Department of Life Science Frontiers, Center for iPS Cell Research and Application (CiRA), Kyoto University, Kyoto, Japan.
Gladstone Institute of Cardiovascular Disease, San Francisco, CA, USA.
Lab Invest. 2017 Oct;97(10):1133-1141. doi: 10.1038/labinvest.2017.87. Epub 2017 Sep 4.
In mammalian development, dynamic epigenetic reprogramming occurs in pre-implantation embryos and primordial germ cells and plays a critical role in conferring pluripotency on embryonic cells. Pluripotent stem cells, such as embryonic stem cells and induced pluripotent stem cells, have been derived and maintained in vitro under culture conditions that include stimulators and inhibitors of extrinsic signaling. Recent advances in stem cell cultivation have opened the possibility of capturing naive pluripotency, which is reminiscent of the pluripotency of inner cell mass cells, in vitro. However, emerging evidence has revealed complexity of epigenetic regulation in pluripotent stem cells in vitro that reflects the developmental stage, gender, and species. In this review, we describe the developmental potential and epigenetic regulation of pluripotent stem cells in rodents and humans in vitro and discuss unsolved issues in developing strategies to capture in vivo pluripotency in vitro.

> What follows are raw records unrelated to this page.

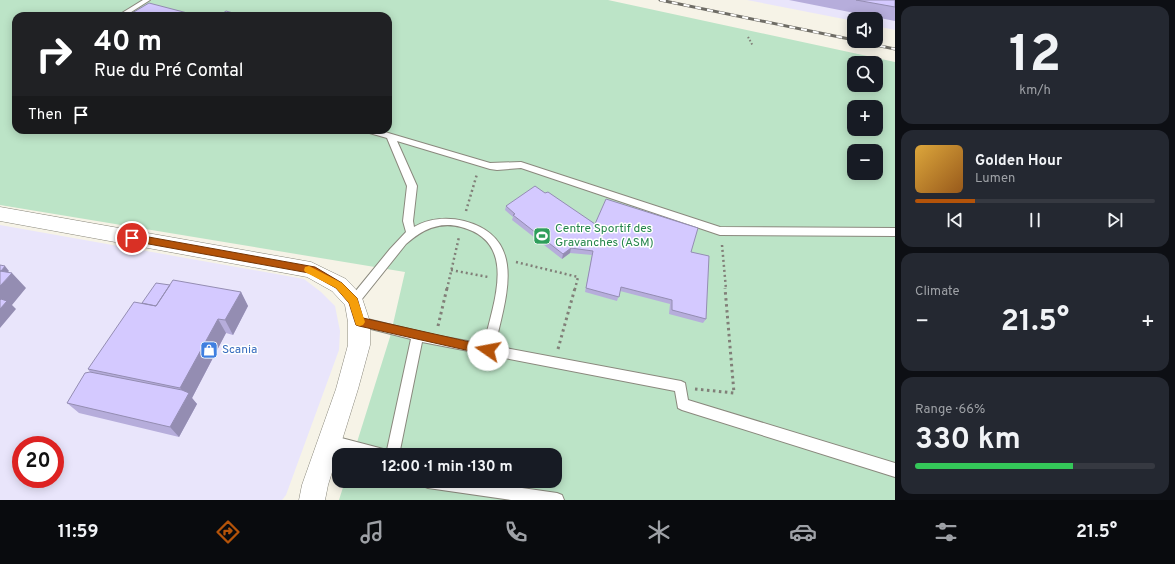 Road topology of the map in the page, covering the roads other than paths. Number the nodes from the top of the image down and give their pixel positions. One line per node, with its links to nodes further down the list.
1 (147, 0): 2 (lane)
2 (127, 12)
3 (382, 134): 4 (lane)
4 (391, 137): 6 (lane); 7 (lane)
5 (0, 214): 8 (street)
6 (411, 232): 8 (lane); 11 (lane)
7 (895, 232)
8 (354, 301): 9 (street)
9 (359, 322): 10 (lane); 12 (street)
10 (418, 335): 11 (lane); 14 (lane)
11 (488, 350): 15 (lane)
12 (330, 441): 13 (lane); 17 (street)
13 (356, 448)
14 (394, 448)
15 (895, 470)
16 (476, 488): 18 (lane)
17 (311, 495)
18 (557, 500)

在哺乳动物的发育过程中,动态的表观遗传重编程发生在着床前胚胎和原始生殖细胞中,并在赋予胚胎细胞多能性方面发挥着关键作用。多能干细胞,如胚胎干细胞和诱导多能干细胞,已经在体外培养条件下被分离和维持,这些培养条件包括外在信号的刺激物和抑制剂。最近在干细胞培养方面的进展为体外捕获原始多能性打开了可能性,这让人联想到内细胞团细胞的多能性。然而,新出现的证据揭示了体外多能干细胞中表观遗传调控的复杂性,这种复杂性反映了发育阶段、性别和物种。在这篇综述中,我们描述了体外啮齿动物和人类多能干细胞的发育潜力和表观遗传调控,并讨论了在开发体外捕获体内多能性的策略方面尚未解决的问题。